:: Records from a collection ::

────────────────────────────────────────

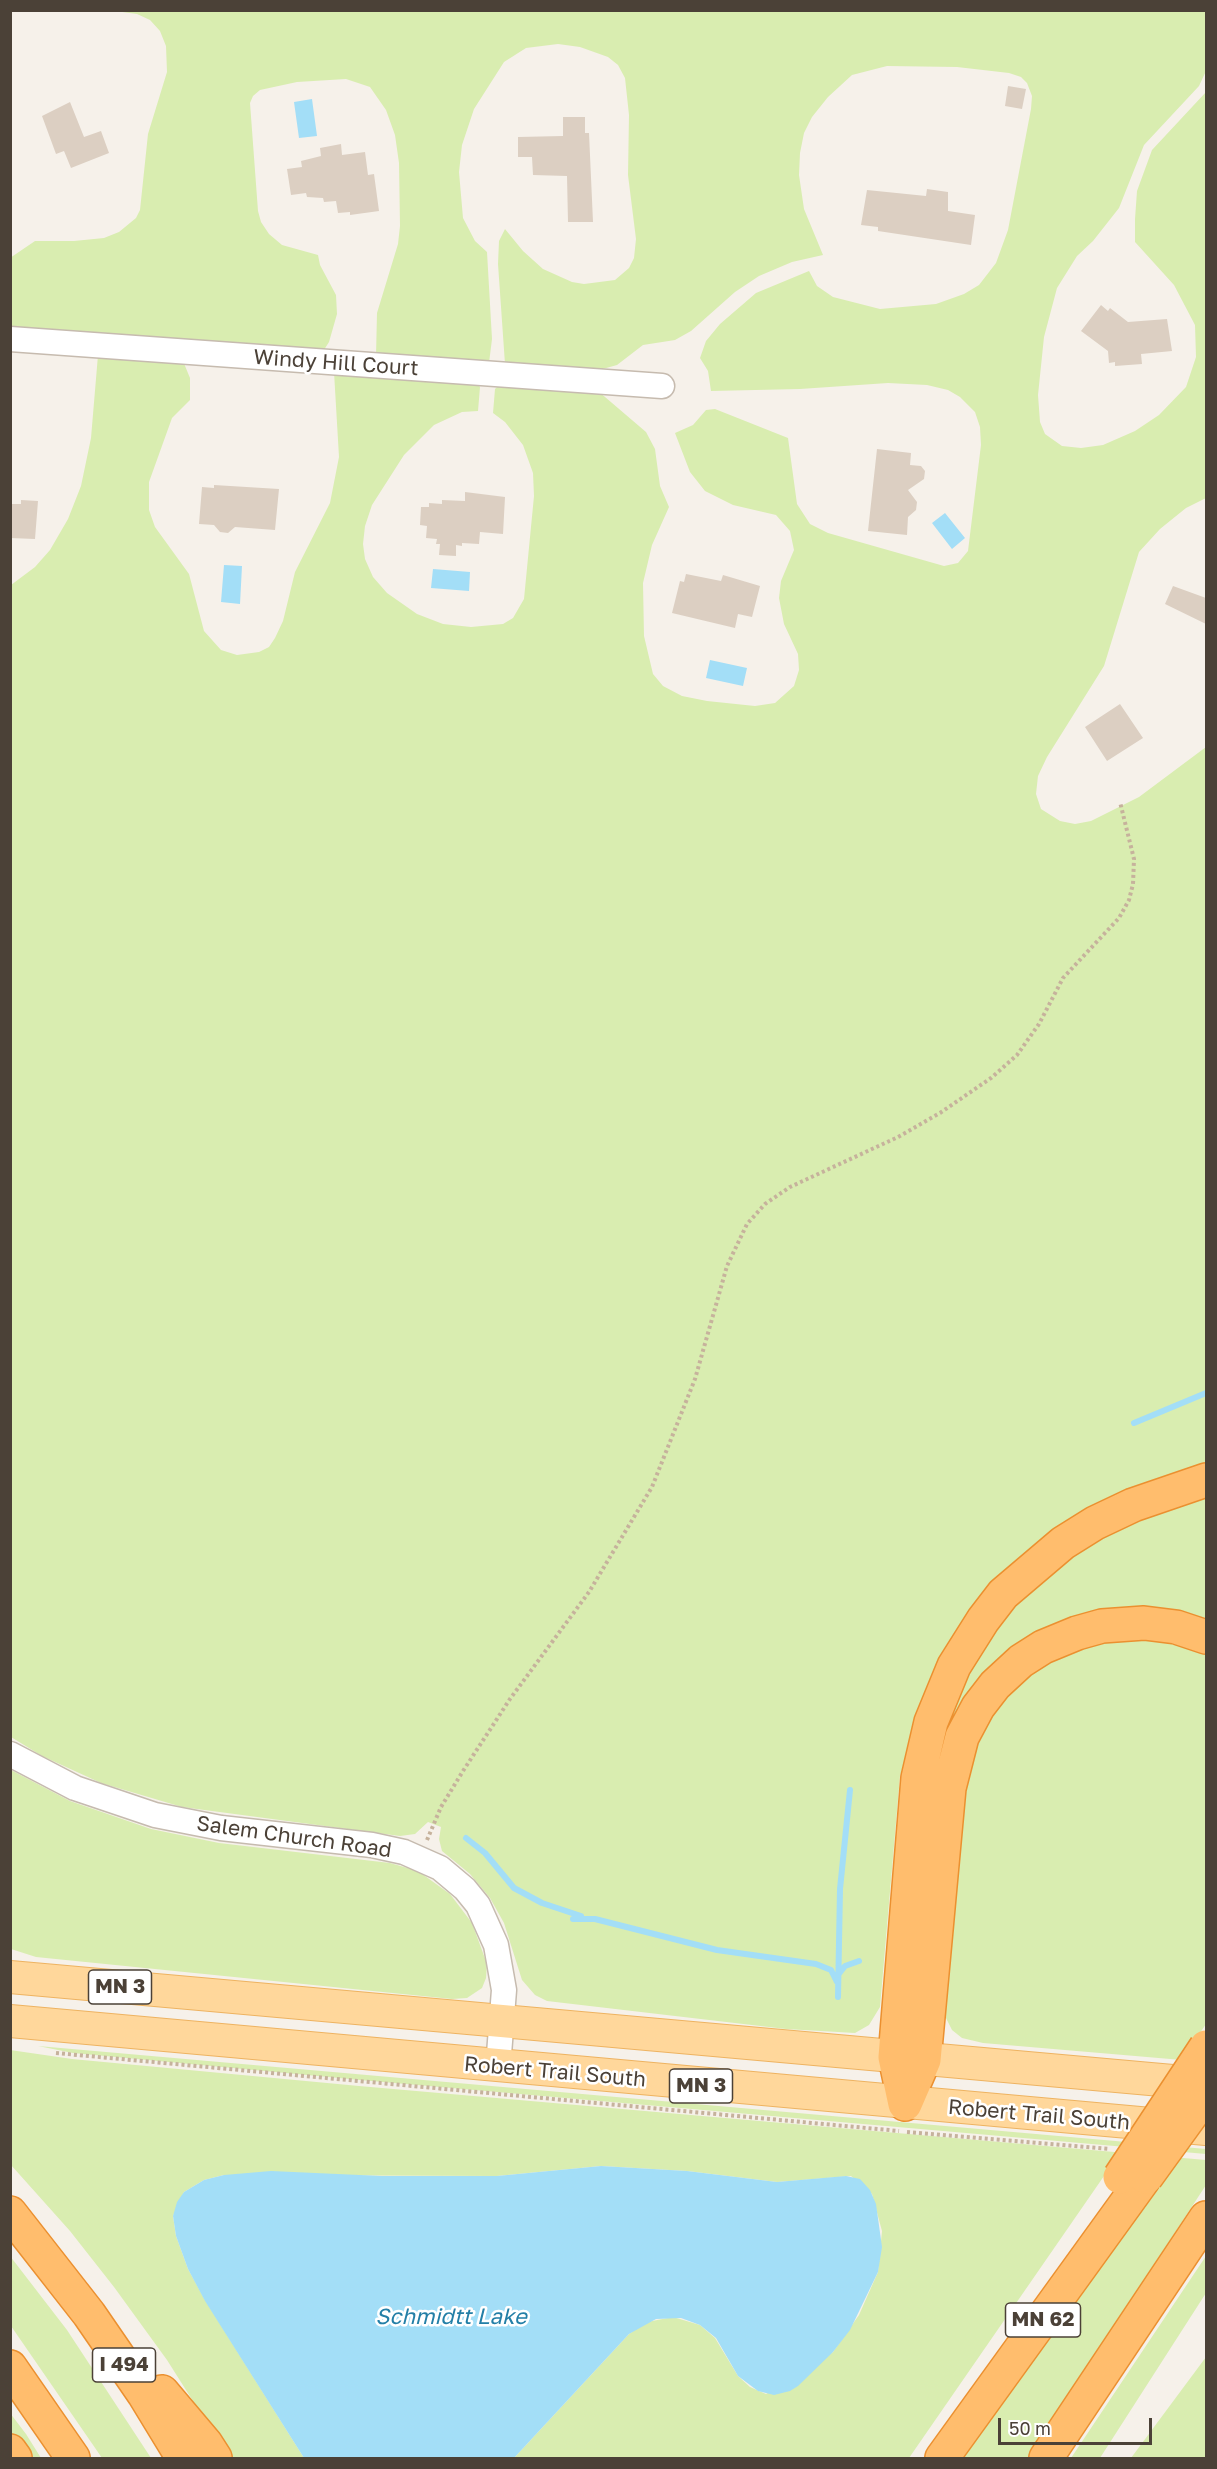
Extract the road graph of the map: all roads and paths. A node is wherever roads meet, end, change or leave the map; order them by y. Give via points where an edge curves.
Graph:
1 (10, 339) edge
2 (662, 386) dead end
3 (1120, 802) dead end
4 (1206, 1480) edge
5 (1206, 1637) edge
6 (10, 1754) edge
7 (420, 1857) junction
8 (10, 1977) edge
9 (10, 2021) edge
10 (502, 2022) junction
11 (1206, 2047) edge
12 (46, 2050) dead end
13 (910, 2059) junction
14 (498, 2067) junction
15 (1206, 2084) edge
16 (1206, 2094) edge
17 (905, 2104) junction
18 (1206, 2129) edge
19 (1125, 2169) junction
20 (10, 2213) edge
21 (1206, 2218) edge
22 (60, 2275) junction
23 (10, 2367) edge
24 (10, 2451) edge
25 (15, 2458) edge
26 (73, 2458) edge
27 (183, 2458) edge
28 (215, 2458) edge
29 (935, 2458) edge
30 (942, 2458) edge
31 (1046, 2458) edge

1 - 2 street, Windy Hill Court
3 - 7 path via 1134,859 1129,900 1119,918 1063,978 1017,1055 940,1113 790,1187 765,1204 747,1224 727,1266 695,1379 652,1487 589,1592 510,1699 463,1771 441,1807
4 - 13 highway via 1123,1510 1062,1543 998,1600 954,1666 931,1722 918,1778
5 - 13 highway via 1176,1627 1144,1623 1102,1626 1077,1633 1021,1661 978,1707 962,1737 948,1788
6 - 7 street, Salem Church Road via 75,1788 155,1815 221,1828 372,1845
7 - 10 street, Salem Church Road via 465,1889 488,1922 502,1972
8 - 10 main road, MN 3
9 - 14 main road, Robert Trail South / MN 3
10 - 13 main road, MN 3
10 - 14 street, Salem Church Road
11 - 19 highway, bridge
12 - 19 path via 73,2056
13 - 15 main road, MN 3
13 - 17 highway
14 - 17 main road, Robert Trail South / MN 3
16 - 19 highway, MN 62, bridge
17 - 18 main road, Robert Trail South / MN 3
19 - 29 highway
19 - 30 highway, MN 62
20 - 22 highway, I 494
21 - 31 highway
22 - 27 highway, I 494 via 144,2394
22 - 28 highway
23 - 26 highway
24 - 25 highway

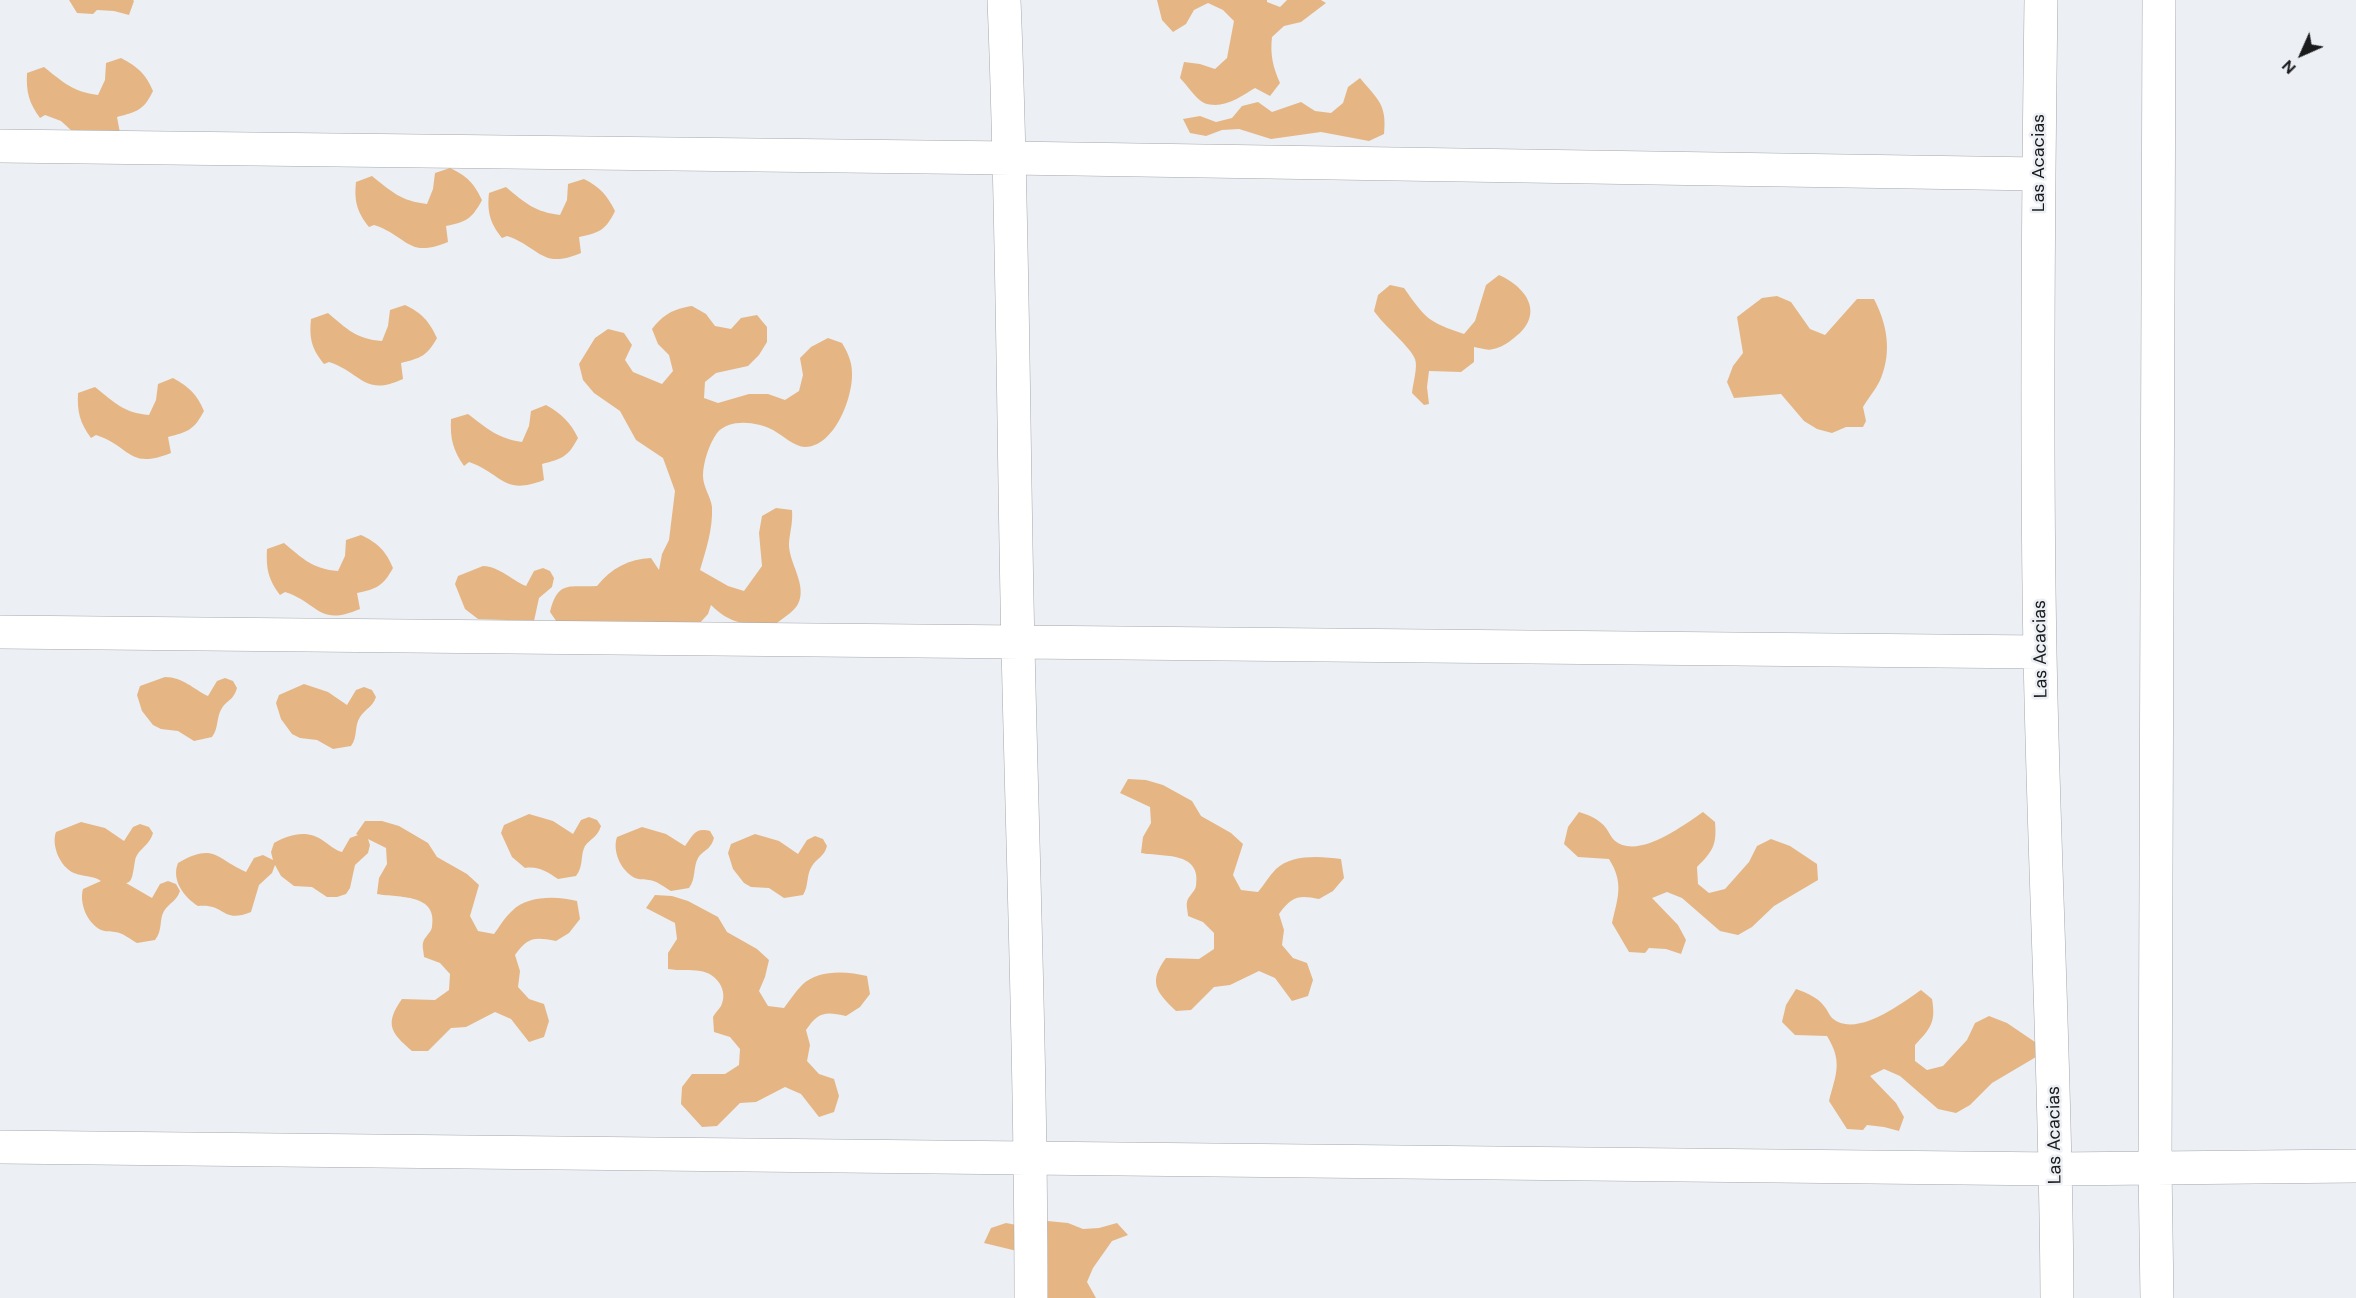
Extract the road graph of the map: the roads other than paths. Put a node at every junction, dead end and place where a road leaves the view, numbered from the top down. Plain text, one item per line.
1 (1004, 0) edge
2 (2041, 0) edge
3 (2159, 0) edge
4 (0, 146) edge
5 (1011, 158) junction
6 (2039, 174) junction
7 (0, 632) edge
8 (1018, 642) junction
9 (2040, 652) junction
10 (0, 1147) edge
11 (1031, 1156) junction
12 (2356, 1166) edge
13 (2155, 1167) junction
14 (2056, 1169) junction
15 (1031, 1298) edge
16 (2057, 1298) edge
17 (2157, 1298) edge

1 - 5 street
2 - 6 street, Las Acacias
3 - 13 street
4 - 5 street
5 - 6 street
5 - 8 street
6 - 9 street, Las Acacias
7 - 8 street
8 - 9 street
8 - 11 street
9 - 14 street, Las Acacias
10 - 11 street
11 - 14 street
11 - 15 street
12 - 13 street
13 - 14 street
13 - 17 street
14 - 16 street, Las Acacias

────────────────────────────────────────

:: WORK ITEM ::
Pictures aren't part of the copy; return each record above exactly.

:: REPLY ::
Extract the road graph of the map: all roads and paths. A node is wherever roads meet, end, change or leave the map; order them by y. Give via points where an edge curves.
Graph:
1 (10, 339) edge
2 (662, 386) dead end
3 (1120, 802) dead end
4 (1206, 1480) edge
5 (1206, 1637) edge
6 (10, 1754) edge
7 (420, 1857) junction
8 (10, 1977) edge
9 (10, 2021) edge
10 (502, 2022) junction
11 (1206, 2047) edge
12 (46, 2050) dead end
13 (910, 2059) junction
14 (498, 2067) junction
15 (1206, 2084) edge
16 (1206, 2094) edge
17 (905, 2104) junction
18 (1206, 2129) edge
19 (1125, 2169) junction
20 (10, 2213) edge
21 (1206, 2218) edge
22 (60, 2275) junction
23 (10, 2367) edge
24 (10, 2451) edge
25 (15, 2458) edge
26 (73, 2458) edge
27 (183, 2458) edge
28 (215, 2458) edge
29 (935, 2458) edge
30 (942, 2458) edge
31 (1046, 2458) edge

1 - 2 street, Windy Hill Court
3 - 7 path via 1134,859 1129,900 1119,918 1063,978 1017,1055 940,1113 790,1187 765,1204 747,1224 727,1266 695,1379 652,1487 589,1592 510,1699 463,1771 441,1807
4 - 13 highway via 1123,1510 1062,1543 998,1600 954,1666 931,1722 918,1778
5 - 13 highway via 1176,1627 1144,1623 1102,1626 1077,1633 1021,1661 978,1707 962,1737 948,1788
6 - 7 street, Salem Church Road via 75,1788 155,1815 221,1828 372,1845
7 - 10 street, Salem Church Road via 465,1889 488,1922 502,1972
8 - 10 main road, MN 3
9 - 14 main road, Robert Trail South / MN 3
10 - 13 main road, MN 3
10 - 14 street, Salem Church Road
11 - 19 highway, bridge
12 - 19 path via 73,2056
13 - 15 main road, MN 3
13 - 17 highway
14 - 17 main road, Robert Trail South / MN 3
16 - 19 highway, MN 62, bridge
17 - 18 main road, Robert Trail South / MN 3
19 - 29 highway
19 - 30 highway, MN 62
20 - 22 highway, I 494
21 - 31 highway
22 - 27 highway, I 494 via 144,2394
22 - 28 highway
23 - 26 highway
24 - 25 highway

Extract the road graph of the map: the roads other than paths. Put a node at every junction, dead end and place where a road leaves the view, numbered from the top down. Plain text, one item per line.
1 (1004, 0) edge
2 (2041, 0) edge
3 (2159, 0) edge
4 (0, 146) edge
5 (1011, 158) junction
6 (2039, 174) junction
7 (0, 632) edge
8 (1018, 642) junction
9 (2040, 652) junction
10 (0, 1147) edge
11 (1031, 1156) junction
12 (2356, 1166) edge
13 (2155, 1167) junction
14 (2056, 1169) junction
15 (1031, 1298) edge
16 (2057, 1298) edge
17 (2157, 1298) edge

1 - 5 street
2 - 6 street, Las Acacias
3 - 13 street
4 - 5 street
5 - 6 street
5 - 8 street
6 - 9 street, Las Acacias
7 - 8 street
8 - 9 street
8 - 11 street
9 - 14 street, Las Acacias
10 - 11 street
11 - 14 street
11 - 15 street
12 - 13 street
13 - 14 street
13 - 17 street
14 - 16 street, Las Acacias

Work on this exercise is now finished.